WHAT IS BEING ASKED ▸ Search the data for the word "冼河五路" and copy every line that contains it.

[Start of Attachment]

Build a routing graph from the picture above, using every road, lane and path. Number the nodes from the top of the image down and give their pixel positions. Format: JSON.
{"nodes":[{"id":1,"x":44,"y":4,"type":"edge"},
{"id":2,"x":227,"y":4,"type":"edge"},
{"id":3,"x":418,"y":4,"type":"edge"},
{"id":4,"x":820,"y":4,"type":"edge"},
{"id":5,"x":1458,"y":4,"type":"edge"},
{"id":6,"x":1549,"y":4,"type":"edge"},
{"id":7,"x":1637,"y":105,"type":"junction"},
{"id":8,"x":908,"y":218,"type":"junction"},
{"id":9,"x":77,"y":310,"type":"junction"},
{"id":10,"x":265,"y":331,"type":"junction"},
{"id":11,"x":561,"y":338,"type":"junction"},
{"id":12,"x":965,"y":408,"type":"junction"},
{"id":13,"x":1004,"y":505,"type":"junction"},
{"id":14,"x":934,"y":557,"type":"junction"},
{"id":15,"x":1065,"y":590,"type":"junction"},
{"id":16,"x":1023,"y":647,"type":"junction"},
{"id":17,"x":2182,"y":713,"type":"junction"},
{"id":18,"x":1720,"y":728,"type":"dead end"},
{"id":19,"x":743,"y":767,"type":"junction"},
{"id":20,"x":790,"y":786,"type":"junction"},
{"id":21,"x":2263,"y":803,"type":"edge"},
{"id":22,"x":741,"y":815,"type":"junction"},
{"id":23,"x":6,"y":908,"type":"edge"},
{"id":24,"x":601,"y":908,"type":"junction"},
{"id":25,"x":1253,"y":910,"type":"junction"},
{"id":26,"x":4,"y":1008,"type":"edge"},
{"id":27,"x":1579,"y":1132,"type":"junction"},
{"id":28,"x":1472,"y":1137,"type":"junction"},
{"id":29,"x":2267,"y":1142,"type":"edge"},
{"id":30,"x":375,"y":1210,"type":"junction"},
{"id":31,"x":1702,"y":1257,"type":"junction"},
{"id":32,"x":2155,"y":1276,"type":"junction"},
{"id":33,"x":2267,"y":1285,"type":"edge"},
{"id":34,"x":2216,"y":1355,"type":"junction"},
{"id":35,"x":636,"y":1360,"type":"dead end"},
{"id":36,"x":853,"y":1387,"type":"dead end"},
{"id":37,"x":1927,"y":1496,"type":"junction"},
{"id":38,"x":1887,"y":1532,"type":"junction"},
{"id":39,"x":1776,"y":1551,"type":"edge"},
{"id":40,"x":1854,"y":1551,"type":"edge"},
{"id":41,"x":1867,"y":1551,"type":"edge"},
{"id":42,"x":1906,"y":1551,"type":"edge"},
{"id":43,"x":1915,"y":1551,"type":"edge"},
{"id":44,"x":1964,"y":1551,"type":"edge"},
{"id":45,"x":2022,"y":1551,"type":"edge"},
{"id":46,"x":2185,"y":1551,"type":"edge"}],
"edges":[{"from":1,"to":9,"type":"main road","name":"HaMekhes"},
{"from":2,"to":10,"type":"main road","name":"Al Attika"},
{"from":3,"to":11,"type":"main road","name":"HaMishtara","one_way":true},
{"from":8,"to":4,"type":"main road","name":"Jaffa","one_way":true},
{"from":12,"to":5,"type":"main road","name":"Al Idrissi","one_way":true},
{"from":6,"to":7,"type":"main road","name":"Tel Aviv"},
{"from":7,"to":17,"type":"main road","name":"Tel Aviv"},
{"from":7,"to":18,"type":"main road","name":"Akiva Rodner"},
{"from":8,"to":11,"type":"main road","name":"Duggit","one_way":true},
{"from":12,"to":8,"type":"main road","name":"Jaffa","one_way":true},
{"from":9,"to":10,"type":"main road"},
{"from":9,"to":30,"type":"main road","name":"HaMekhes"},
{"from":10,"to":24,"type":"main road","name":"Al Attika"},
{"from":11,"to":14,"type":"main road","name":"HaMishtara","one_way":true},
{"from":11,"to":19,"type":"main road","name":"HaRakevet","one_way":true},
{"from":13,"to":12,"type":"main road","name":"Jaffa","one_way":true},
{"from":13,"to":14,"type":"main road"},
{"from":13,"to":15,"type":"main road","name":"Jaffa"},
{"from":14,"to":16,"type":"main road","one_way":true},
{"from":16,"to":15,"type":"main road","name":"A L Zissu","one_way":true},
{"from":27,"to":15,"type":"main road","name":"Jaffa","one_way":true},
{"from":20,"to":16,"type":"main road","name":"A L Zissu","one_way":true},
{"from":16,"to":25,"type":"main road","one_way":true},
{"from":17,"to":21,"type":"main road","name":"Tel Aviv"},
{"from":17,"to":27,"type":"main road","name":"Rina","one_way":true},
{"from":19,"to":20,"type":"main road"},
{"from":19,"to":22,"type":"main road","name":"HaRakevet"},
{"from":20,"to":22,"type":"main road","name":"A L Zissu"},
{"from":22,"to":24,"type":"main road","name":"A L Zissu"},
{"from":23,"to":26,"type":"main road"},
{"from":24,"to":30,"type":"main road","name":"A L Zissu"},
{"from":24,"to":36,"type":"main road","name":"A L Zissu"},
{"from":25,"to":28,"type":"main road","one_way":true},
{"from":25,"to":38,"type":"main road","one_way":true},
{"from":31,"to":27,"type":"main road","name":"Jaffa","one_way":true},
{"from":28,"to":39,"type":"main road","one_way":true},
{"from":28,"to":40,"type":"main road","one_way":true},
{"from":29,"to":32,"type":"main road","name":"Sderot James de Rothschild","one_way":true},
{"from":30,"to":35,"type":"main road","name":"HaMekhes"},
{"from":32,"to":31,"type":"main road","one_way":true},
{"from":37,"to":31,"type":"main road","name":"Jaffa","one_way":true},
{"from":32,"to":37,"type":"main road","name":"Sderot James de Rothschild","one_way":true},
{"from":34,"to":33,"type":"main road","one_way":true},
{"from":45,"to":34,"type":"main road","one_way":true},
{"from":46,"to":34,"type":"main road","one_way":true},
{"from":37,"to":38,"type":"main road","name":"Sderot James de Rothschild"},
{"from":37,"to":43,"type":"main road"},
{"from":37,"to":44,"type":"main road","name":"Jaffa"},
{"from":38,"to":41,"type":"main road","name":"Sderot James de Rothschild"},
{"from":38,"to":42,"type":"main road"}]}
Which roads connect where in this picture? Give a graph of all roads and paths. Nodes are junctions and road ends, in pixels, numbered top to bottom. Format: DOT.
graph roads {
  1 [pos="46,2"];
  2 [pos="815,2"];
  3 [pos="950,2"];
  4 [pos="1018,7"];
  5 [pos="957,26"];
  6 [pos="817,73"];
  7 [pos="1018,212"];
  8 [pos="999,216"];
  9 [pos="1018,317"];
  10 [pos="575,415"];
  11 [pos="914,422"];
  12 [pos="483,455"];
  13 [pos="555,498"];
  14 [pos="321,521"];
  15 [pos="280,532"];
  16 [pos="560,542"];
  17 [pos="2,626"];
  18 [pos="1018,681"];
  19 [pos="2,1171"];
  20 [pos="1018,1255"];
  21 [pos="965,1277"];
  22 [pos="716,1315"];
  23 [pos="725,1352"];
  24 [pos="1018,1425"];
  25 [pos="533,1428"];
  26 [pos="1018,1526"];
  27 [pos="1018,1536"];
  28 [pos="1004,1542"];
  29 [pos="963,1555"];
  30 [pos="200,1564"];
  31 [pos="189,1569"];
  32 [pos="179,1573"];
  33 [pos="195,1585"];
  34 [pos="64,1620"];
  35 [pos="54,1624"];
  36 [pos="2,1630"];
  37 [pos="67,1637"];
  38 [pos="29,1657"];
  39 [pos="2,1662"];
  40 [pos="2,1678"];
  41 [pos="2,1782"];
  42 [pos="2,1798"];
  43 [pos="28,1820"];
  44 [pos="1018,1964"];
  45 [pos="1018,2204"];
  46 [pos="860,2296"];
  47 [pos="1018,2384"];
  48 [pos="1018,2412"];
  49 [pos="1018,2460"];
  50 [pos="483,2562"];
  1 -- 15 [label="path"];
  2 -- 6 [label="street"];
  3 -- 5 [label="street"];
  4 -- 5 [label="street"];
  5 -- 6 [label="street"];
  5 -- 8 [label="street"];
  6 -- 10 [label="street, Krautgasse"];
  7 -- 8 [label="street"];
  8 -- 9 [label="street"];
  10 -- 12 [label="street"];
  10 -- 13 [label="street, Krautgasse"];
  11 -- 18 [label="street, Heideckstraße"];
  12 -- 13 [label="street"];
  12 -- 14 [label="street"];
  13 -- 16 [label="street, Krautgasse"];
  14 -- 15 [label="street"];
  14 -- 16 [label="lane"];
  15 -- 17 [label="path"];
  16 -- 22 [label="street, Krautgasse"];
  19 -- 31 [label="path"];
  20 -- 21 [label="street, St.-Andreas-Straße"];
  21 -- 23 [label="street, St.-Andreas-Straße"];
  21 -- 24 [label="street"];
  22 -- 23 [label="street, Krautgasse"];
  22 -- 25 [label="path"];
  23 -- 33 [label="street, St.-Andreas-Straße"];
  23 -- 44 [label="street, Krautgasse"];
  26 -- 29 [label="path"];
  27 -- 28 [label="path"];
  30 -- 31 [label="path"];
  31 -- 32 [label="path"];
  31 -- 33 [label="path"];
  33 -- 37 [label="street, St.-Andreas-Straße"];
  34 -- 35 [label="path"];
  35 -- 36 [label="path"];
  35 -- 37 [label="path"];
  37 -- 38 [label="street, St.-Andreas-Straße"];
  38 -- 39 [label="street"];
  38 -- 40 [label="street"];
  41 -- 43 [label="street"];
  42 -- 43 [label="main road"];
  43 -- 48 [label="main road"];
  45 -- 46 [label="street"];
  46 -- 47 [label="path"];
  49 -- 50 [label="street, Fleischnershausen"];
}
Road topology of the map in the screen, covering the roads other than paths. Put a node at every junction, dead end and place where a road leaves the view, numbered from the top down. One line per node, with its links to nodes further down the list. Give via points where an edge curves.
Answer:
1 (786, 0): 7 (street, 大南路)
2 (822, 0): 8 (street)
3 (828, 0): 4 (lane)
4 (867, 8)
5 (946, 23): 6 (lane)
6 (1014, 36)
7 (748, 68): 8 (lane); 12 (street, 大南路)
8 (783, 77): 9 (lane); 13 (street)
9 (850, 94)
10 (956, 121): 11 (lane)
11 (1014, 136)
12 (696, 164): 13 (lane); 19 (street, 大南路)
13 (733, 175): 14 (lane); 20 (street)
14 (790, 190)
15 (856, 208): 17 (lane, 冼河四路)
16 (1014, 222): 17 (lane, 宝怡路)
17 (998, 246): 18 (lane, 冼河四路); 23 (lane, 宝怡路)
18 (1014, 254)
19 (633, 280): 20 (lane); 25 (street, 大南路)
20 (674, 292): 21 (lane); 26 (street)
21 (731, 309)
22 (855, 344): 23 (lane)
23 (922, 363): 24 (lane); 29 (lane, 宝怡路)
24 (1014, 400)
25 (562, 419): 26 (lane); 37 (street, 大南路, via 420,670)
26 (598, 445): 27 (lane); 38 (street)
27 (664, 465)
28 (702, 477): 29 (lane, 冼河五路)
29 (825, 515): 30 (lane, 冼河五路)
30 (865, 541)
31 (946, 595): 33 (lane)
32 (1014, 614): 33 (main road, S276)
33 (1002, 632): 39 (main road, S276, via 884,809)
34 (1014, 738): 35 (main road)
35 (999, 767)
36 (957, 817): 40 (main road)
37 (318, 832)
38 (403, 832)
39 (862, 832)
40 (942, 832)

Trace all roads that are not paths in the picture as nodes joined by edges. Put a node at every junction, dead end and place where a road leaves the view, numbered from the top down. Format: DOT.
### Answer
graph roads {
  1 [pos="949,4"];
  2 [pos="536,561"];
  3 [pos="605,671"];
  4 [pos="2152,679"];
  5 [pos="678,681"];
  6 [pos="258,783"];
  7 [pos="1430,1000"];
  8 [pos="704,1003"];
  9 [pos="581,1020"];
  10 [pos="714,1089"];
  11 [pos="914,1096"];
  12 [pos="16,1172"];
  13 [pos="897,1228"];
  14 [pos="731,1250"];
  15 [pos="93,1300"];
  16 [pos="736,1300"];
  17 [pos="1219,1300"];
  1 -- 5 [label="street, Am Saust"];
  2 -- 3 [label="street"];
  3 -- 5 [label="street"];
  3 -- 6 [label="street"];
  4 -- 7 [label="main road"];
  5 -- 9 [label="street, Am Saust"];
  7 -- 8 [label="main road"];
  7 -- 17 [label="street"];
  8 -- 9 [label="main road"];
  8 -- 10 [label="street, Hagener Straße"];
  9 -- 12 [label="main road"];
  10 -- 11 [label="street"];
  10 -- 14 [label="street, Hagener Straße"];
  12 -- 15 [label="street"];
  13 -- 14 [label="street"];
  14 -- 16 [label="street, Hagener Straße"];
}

[End of Attachment]

ANSWER TO THIS PROBLEM ▸
28 (702, 477): 29 (lane, 冼河五路)
29 (825, 515): 30 (lane, 冼河五路)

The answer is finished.